Both the Croatian and U.S training pipelines are extremely challenging, and by design, the pilots expect a very high amount of work and professionalism to ensure a quality product, Lieutenant Dickerson said. As such, these two pilots are being held to a much higher standard. Such an attention to detail is evident during a flight brief for a training mission that Lieutenants Amin and Haidari flew with their instructor pilot, Croatian air force Capt. Zoran Maranovic, an adviser with the 438th AEAS. Perusing through the pre-flight weather, fuel, cargo and mission information, Captain Maranovic quizzed the Afghan pilots’ understanding of the Mi-17 and the day’s mission: a trip to Blackwater, a training site outside of Kabul, to practice traffic patterns. “You put a pilot into traffic patterns you will learn everything you need to know about the pilot,” Captain Maranovic said.
“Traffic patterns involve many elements of piloting: take-off, flying, ascent, descent, hovering, and final approach,” he said. “It is a way of building consistency in skills and ability. This exercise gives them experience regarding how the aircraft operates, and is the best exercise for forming the foundation of pilot training.” Successfully answering Captain Maranovic’s questions, Lieutenant Amin, Lieutenant Haidari and their IP made their way to the aircraft to begin the training evolution, which will bring their total flight time to around nine hours in the Mi-17. “They are getting better and better,” Captain Maranovic said. “They are exactly where they should be.” Switching focus from the training mission to the future of the pilots and the Afghan air force, Captain Maranovic said, “They are good pilots, and we will see a big difference in the Afghan Air Force because of them. If NATC-A continues to advise and instruct the pilots, we will not only lift the skill found in the Afghan air force, but we will also lift their spirits. Attitudes also need advising.”
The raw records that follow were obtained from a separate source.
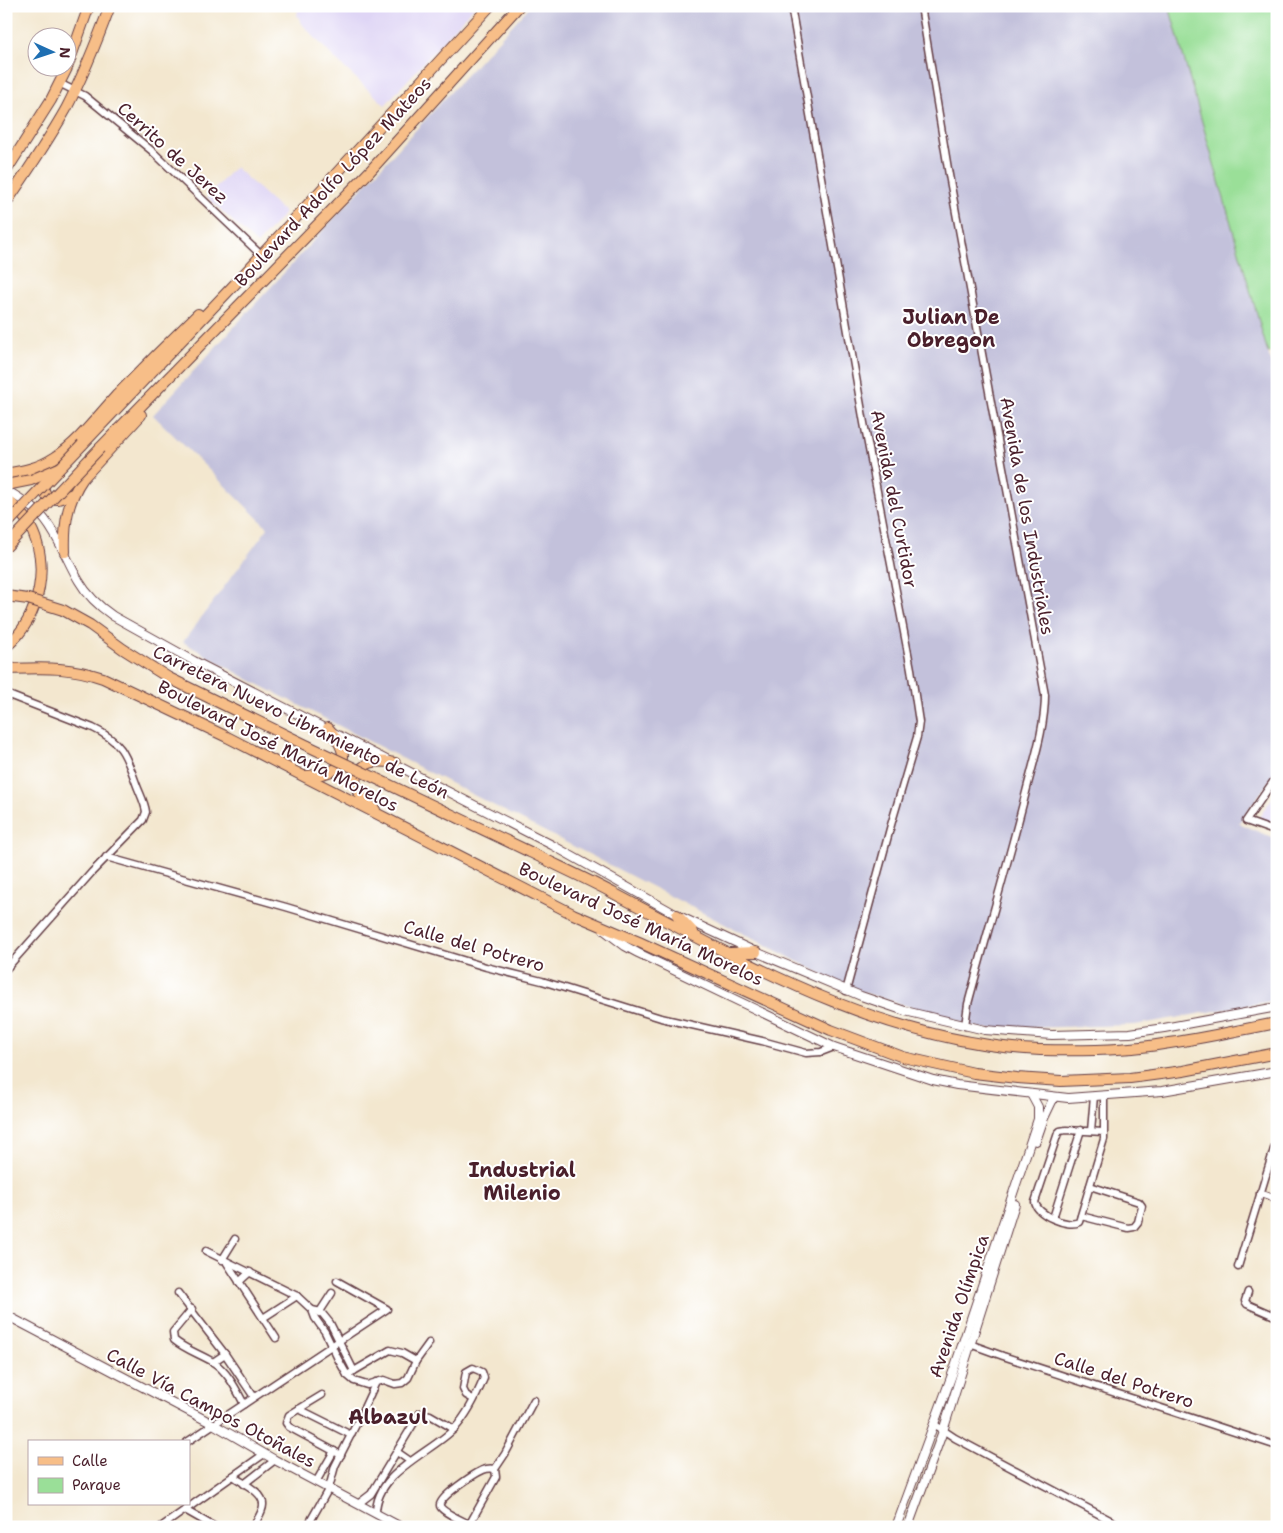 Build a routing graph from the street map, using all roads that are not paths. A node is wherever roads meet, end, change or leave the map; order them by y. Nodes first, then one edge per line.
1 (90, 6) edge
2 (110, 6) edge
3 (490, 6) edge
4 (519, 6) edge
5 (790, 6) edge
6 (921, 6) edge
7 (78, 37) edge
8 (61, 78) edge
9 (59, 83) junction
10 (75, 90) junction
11 (6, 171) edge
12 (6, 203) edge
13 (260, 254) junction
14 (235, 284) junction
15 (251, 292) junction
16 (73, 444) junction
17 (62, 467) junction
18 (6, 474) edge
19 (6, 485) edge
20 (6, 490) edge
21 (73, 494) junction
22 (6, 498) edge
23 (6, 525) edge
24 (6, 547) edge
25 (65, 552) junction
26 (6, 596) edge
27 (6, 647) edge
28 (6, 669) edge
29 (24, 669) junction
30 (6, 674) edge
31 (6, 694) edge
32 (328, 728) junction
33 (395, 763) junction
34 (304, 776) junction
35 (1277, 776) edge
36 (380, 816) junction
37 (1277, 832) edge
38 (530, 852) joint
39 (106, 857) junction
40 (676, 915) junction
41 (596, 924) junction
42 (698, 939) junction
43 (756, 952) junction
44 (728, 953) junction
45 (6, 969) edge
46 (846, 991) junction
47 (1277, 1007) edge
48 (1277, 1023) edge
49 (965, 1026) junction
50 (834, 1047) junction
51 (1277, 1053) edge
52 (1277, 1070) edge
53 (1030, 1094) junction
54 (1094, 1096) junction
55 (1104, 1096) junction
56 (1054, 1097) junction
57 (1081, 1130) junction
58 (1091, 1131) junction
59 (1104, 1132) junction
60 (1277, 1140) edge
61 (1090, 1186) junction
62 (1260, 1193) junction
63 (1277, 1199) edge
64 (1081, 1216) junction
65 (1053, 1218) junction
66 (235, 1239) dead end
67 (206, 1252) dead end
68 (224, 1261) junction
69 (1238, 1267) dead end
70 (250, 1272) junction
71 (336, 1281) dead end
72 (239, 1282) junction
73 (1248, 1292) dead end
74 (178, 1293) dead end
75 (332, 1294) dead end
76 (297, 1296) junction
77 (192, 1309) junction
78 (312, 1310) junction
79 (321, 1312) junction
80 (6, 1315) edge
81 (1277, 1316) edge
82 (263, 1318) junction
83 (315, 1318) junction
84 (276, 1338) dead end
85 (339, 1342) junction
86 (429, 1343) dead end
87 (967, 1343) junction
88 (331, 1347) junction
89 (225, 1354) junction
90 (416, 1361) junction
91 (213, 1362) junction
92 (354, 1371) junction
93 (347, 1375) junction
94 (376, 1382) junction
95 (322, 1395) dead end
96 (254, 1397) junction
97 (473, 1398) junction
98 (534, 1400) dead end
99 (244, 1404) junction
100 (299, 1409) junction
101 (213, 1424) junction
102 (934, 1424) junction
103 (454, 1429) junction
104 (943, 1431) junction
105 (351, 1435) junction
106 (190, 1440) edge
107 (1277, 1446) edge
108 (334, 1451) junction
109 (397, 1452) junction
110 (264, 1454) junction
111 (341, 1455) junction
112 (274, 1460) junction
113 (410, 1461) junction
114 (495, 1469) junction
115 (233, 1476) junction
116 (381, 1476) junction
117 (389, 1481) junction
118 (316, 1482) junction
119 (244, 1484) junction
120 (329, 1488) junction
121 (358, 1504) junction
122 (185, 1510) junction
123 (376, 1514) junction
124 (466, 1525) edge
125 (161, 1527) edge
126 (215, 1527) edge
127 (253, 1527) edge
128 (307, 1527) edge
129 (401, 1527) edge
130 (896, 1527) edge
131 (908, 1527) edge
132 (1123, 1527) edge

1 - 7 main road
2 - 10 main road
3 - 13 main road, Boulevard Adolfo López Mateos
4 - 15 main road, Boulevard Adolfo López Mateos
5 - 46 street, Avenida del Curtidor
6 - 49 street, Avenida de los Industriales
8 - 9 main road
9 - 10 street, Cerrito de Jerez
9 - 11 main road
10 - 12 main road
10 - 13 street, Cerrito de Jerez
13 - 14 main road, Boulevard Adolfo López Mateos
14 - 16 main road
14 - 17 main road, Boulevard Adolfo López Mateos, bridge
15 - 21 main road
15 - 24 main road, Boulevard Adolfo López Mateos, bridge
16 - 18 main road
16 - 21 main road
17 - 19 main road, bridge
17 - 23 main road, Boulevard Adolfo López Mateos, bridge
20 - 25 street
21 - 25 main road
22 - 27 main road, bridge
25 - 32 street
26 - 38 main road, Carretera Nuevo Libramiento de León, bridge
28 - 29 main road, Boulevard José María Morelos
29 - 30 main road
29 - 34 main road, Boulevard José María Morelos
31 - 39 street
32 - 33 street
32 - 34 main road
33 - 36 main road
33 - 40 street
34 - 36 main road, Boulevard José María Morelos
35 - 37 street
36 - 41 main road, Boulevard José María Morelos
38 - 42 main road, Boulevard José María Morelos
39 - 45 street
39 - 50 street, Calle del Potrero
40 - 42 main road
40 - 43 street
41 - 50 street
41 - 51 main road, Boulevard José María Morelos
42 - 44 main road, Boulevard José María Morelos
43 - 44 main road
43 - 46 street
44 - 48 main road, Boulevard José María Morelos
46 - 49 street
47 - 49 street
50 - 53 street
52 - 55 street
53 - 56 street
53 - 87 street, Avenida Olímpica
54 - 55 street
54 - 56 street
54 - 58 street
55 - 59 street
56 - 87 street, Avenida Olímpica
57 - 58 street
57 - 65 street
57 - 65 street
58 - 59 street
59 - 61 street
60 - 62 street
61 - 64 street
61 - 64 street
62 - 63 street
62 - 69 street
64 - 65 street
66 - 68 street
67 - 68 street
68 - 70 street
68 - 72 street
70 - 72 street
70 - 76 street
71 - 85 street
72 - 82 street
73 - 81 street
74 - 77 street
75 - 79 street
76 - 78 street
76 - 82 street
77 - 89 street
77 - 91 street
78 - 79 street
78 - 83 street
79 - 83 street
79 - 85 street
80 - 101 street, Calle Vía Campos Otoñales
82 - 84 street
83 - 88 street
85 - 88 street
85 - 92 street
86 - 90 street
87 - 102 street, Avenida Olímpica
87 - 104 street, Avenida Olímpica
87 - 107 street, Calle del Potrero
88 - 93 street
88 - 96 street
89 - 91 street
89 - 96 street
90 - 92 street
90 - 94 street
91 - 99 street
92 - 93 street
93 - 94 street
94 - 105 street
95 - 100 street
96 - 99 street
97 - 97 street
97 - 103 street
98 - 114 street
99 - 101 street
100 - 105 street
100 - 108 street
101 - 106 street
101 - 110 street, Calle Vía Campos Otoñales
102 - 104 street
102 - 130 street, Avenida Olímpica
103 - 109 street
103 - 113 street
104 - 131 street, Avenida Olímpica
104 - 132 street
105 - 111 street
108 - 111 street
108 - 118 street
109 - 113 street
109 - 116 street
110 - 112 street, Calle Vía Campos Otoñales
110 - 115 street
111 - 120 street
112 - 118 street, Calle Vía Campos Otoñales
112 - 119 street
113 - 117 street
114 - 124 street
114 - 124 street
115 - 119 street
115 - 122 street
116 - 117 street
116 - 121 street
117 - 123 street
118 - 120 street, Calle Vía Campos Otoñales
119 - 127 street
120 - 121 street, Calle Vía Campos Otoñales
120 - 128 street
121 - 123 street, Calle Vía Campos Otoñales
122 - 125 street
122 - 126 street
123 - 129 street, Calle Vía Campos Otoñales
“We hope to finish this training and learn from the IPs so we can be the ones training future (Afghan air force) pilots,” Lieutenant Amin said. “We are trying to bring a change in professionalism and safety to the pilot corps,” he said. It is this devotion to duty and Afghanistan that raises hope and admiration in NATC-A advisers and Airmen throughout the Afghan air force, Lieutenant Dickerson said. “Lieutenants (Amin) and (Haidari) continue to impress all of the coalition advisers as well as their fellow Afghans,” he said. “They are fitting in well with the existing squadron and are already very well respected among many of the current Afghan military (members).”